_ACTION ITEM_:
How many lines below hold the string "dead"? Report that number alone.

_SOURCE MATERIAL_:
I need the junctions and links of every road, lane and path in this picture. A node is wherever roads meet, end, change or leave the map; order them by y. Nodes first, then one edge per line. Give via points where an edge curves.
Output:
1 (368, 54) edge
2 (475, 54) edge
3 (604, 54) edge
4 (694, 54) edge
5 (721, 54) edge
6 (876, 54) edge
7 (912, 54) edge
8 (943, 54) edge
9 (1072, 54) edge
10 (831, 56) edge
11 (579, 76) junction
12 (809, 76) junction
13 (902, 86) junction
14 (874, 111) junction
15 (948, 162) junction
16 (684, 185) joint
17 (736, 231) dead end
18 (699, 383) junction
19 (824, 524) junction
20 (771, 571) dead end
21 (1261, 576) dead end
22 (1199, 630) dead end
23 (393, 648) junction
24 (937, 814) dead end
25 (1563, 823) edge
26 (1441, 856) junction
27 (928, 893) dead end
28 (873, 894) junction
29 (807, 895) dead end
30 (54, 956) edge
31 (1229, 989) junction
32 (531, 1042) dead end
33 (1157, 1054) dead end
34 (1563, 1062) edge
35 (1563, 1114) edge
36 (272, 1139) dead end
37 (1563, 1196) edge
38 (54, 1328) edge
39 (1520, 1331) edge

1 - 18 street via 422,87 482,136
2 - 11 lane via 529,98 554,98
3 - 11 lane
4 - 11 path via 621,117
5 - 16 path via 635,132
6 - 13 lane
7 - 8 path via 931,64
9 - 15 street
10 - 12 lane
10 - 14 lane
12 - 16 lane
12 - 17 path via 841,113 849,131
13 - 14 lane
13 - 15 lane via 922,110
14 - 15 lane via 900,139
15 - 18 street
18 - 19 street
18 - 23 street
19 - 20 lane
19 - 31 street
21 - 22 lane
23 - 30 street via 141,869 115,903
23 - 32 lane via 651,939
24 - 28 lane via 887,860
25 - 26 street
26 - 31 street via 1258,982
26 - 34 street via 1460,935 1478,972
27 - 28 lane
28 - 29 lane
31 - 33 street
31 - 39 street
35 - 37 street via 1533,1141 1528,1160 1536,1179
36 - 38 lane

_RESPONSE_:
10